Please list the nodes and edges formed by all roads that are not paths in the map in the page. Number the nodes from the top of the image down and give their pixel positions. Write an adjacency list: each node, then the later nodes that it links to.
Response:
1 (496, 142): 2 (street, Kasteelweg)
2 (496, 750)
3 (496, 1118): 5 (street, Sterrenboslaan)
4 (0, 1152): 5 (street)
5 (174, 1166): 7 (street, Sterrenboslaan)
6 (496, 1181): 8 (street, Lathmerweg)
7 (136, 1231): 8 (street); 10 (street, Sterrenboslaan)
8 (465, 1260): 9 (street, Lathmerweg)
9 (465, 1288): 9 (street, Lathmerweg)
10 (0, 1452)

---

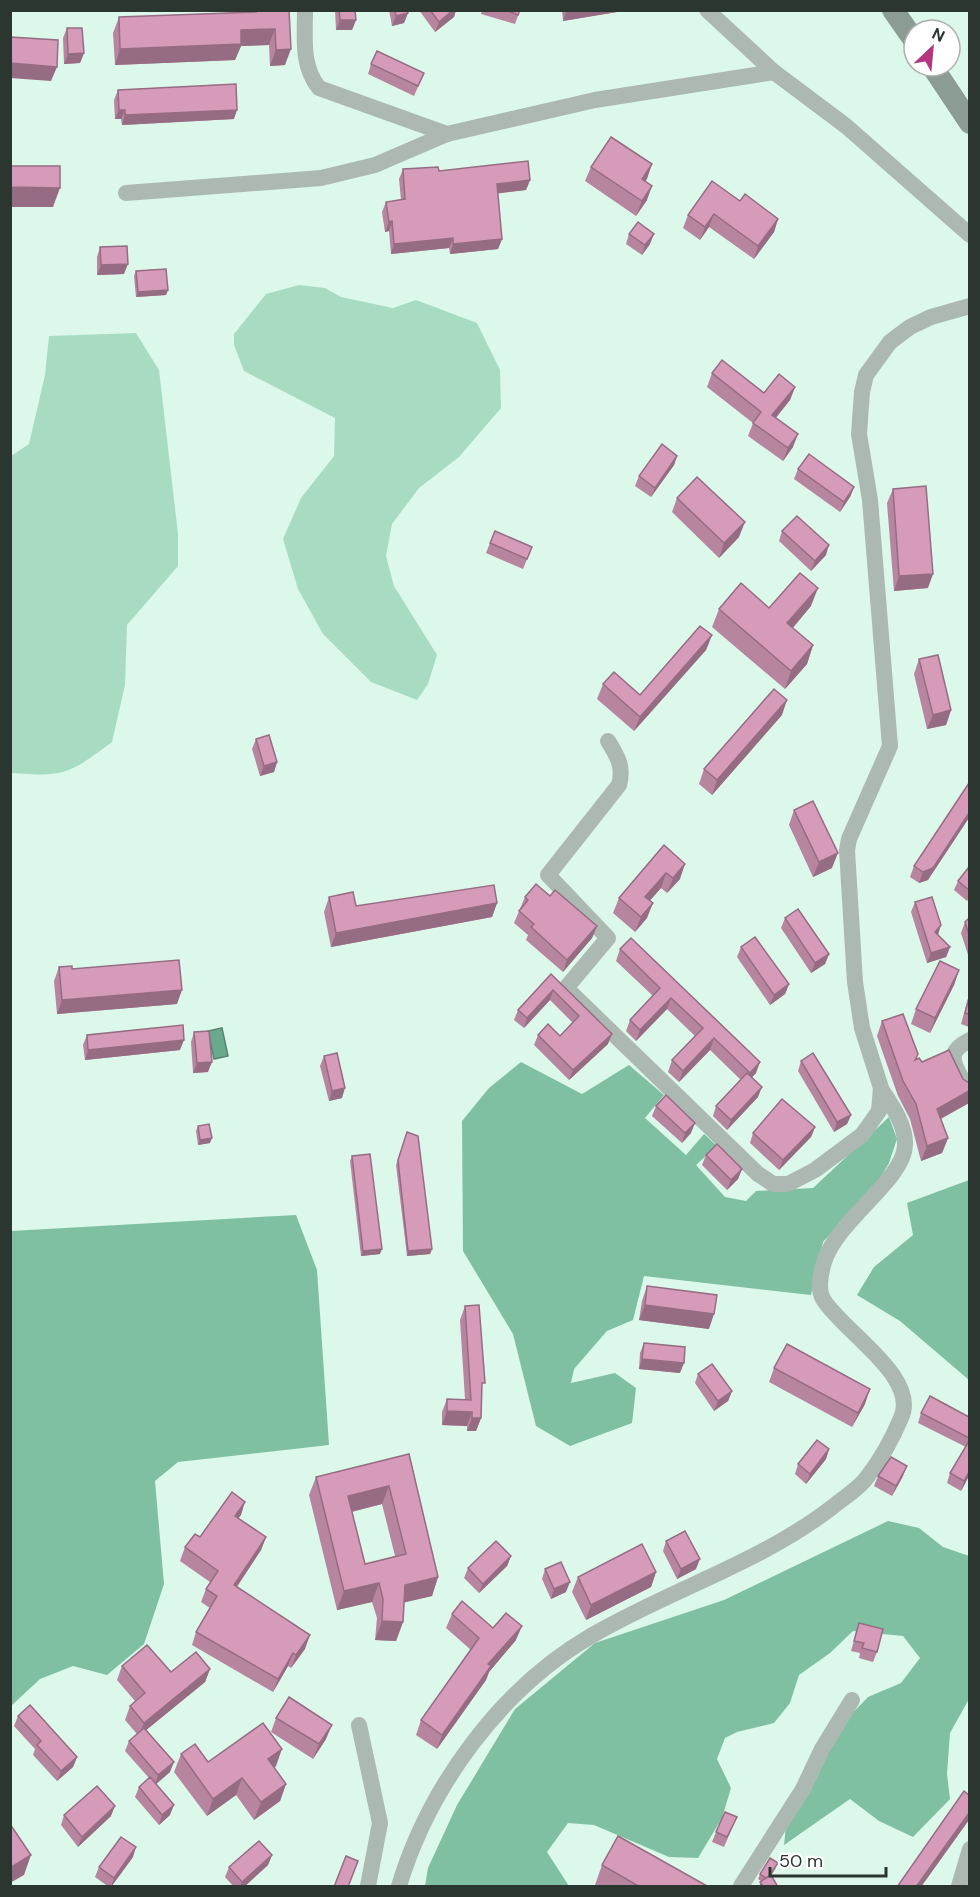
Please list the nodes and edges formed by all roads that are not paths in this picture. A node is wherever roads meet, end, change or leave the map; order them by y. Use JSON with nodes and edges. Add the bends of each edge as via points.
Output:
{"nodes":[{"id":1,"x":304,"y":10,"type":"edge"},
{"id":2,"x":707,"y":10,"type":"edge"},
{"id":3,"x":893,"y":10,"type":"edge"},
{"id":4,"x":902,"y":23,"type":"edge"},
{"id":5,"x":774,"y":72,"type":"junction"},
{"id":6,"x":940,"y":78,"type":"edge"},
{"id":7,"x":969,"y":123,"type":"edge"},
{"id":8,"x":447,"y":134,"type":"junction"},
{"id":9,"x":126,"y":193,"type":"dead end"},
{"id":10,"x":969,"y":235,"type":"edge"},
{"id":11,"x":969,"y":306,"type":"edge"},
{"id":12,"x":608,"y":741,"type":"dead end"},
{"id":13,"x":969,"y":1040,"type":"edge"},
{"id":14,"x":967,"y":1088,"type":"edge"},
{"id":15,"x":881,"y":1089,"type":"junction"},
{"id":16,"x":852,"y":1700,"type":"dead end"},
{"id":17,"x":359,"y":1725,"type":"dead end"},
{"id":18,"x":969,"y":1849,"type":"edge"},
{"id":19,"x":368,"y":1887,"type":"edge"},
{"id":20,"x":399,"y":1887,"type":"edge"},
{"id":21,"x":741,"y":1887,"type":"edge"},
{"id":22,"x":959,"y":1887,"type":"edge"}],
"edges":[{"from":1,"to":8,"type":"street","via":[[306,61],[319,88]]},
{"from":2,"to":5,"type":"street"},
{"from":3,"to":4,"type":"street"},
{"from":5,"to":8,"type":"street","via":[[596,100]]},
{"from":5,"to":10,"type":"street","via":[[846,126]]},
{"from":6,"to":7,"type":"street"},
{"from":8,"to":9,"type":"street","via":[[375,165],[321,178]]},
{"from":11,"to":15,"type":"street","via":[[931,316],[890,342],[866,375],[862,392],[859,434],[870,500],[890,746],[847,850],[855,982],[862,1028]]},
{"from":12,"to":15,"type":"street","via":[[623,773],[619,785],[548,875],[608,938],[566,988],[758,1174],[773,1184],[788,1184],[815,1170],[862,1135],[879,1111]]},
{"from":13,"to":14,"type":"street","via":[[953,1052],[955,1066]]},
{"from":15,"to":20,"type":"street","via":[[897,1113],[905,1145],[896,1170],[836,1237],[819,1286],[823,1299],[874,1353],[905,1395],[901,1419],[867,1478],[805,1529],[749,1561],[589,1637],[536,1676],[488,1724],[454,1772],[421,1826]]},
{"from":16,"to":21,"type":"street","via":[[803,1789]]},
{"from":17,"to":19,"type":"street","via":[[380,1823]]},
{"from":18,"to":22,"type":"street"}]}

--

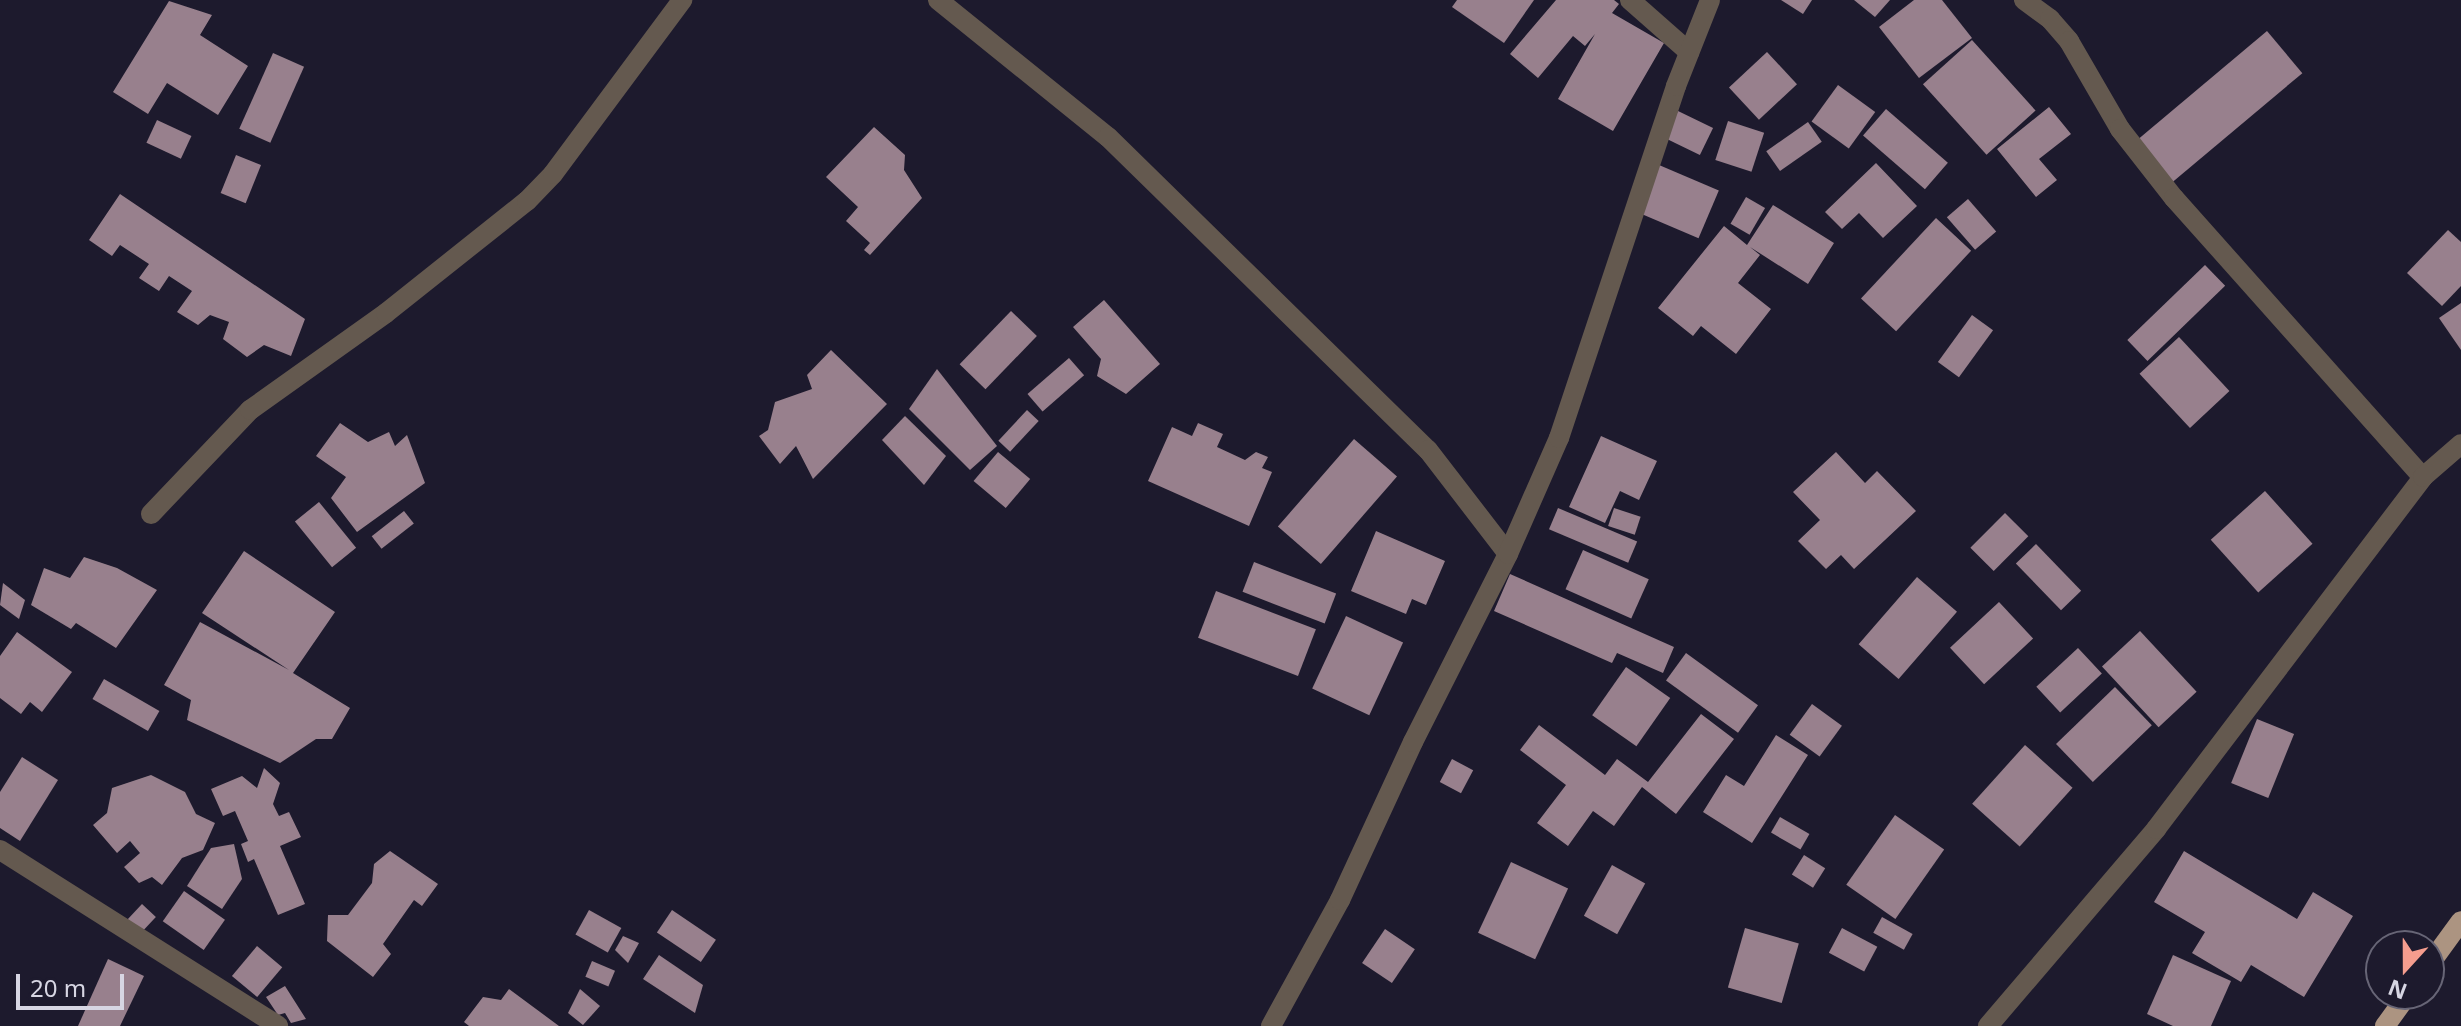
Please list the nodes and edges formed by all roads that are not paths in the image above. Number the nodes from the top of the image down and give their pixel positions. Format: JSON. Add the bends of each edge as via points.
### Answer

◆ What to do ◆
Your answer should consist of all lines above that include the string "their".

◆ Exercise answer ◆
Please list the nodes and edges formed by all roads that are not paths in the map in the page. Number the nodes from the top of the image down and give their pixel positions. Write an adjacency list: each node, then the later nodes that it links to.
Please list the nodes and edges formed by all roads that are not paths in the image above. Number the nodes from the top of the image down and give their pixel positions. Format: JSON. Add the bends of each edge as via points.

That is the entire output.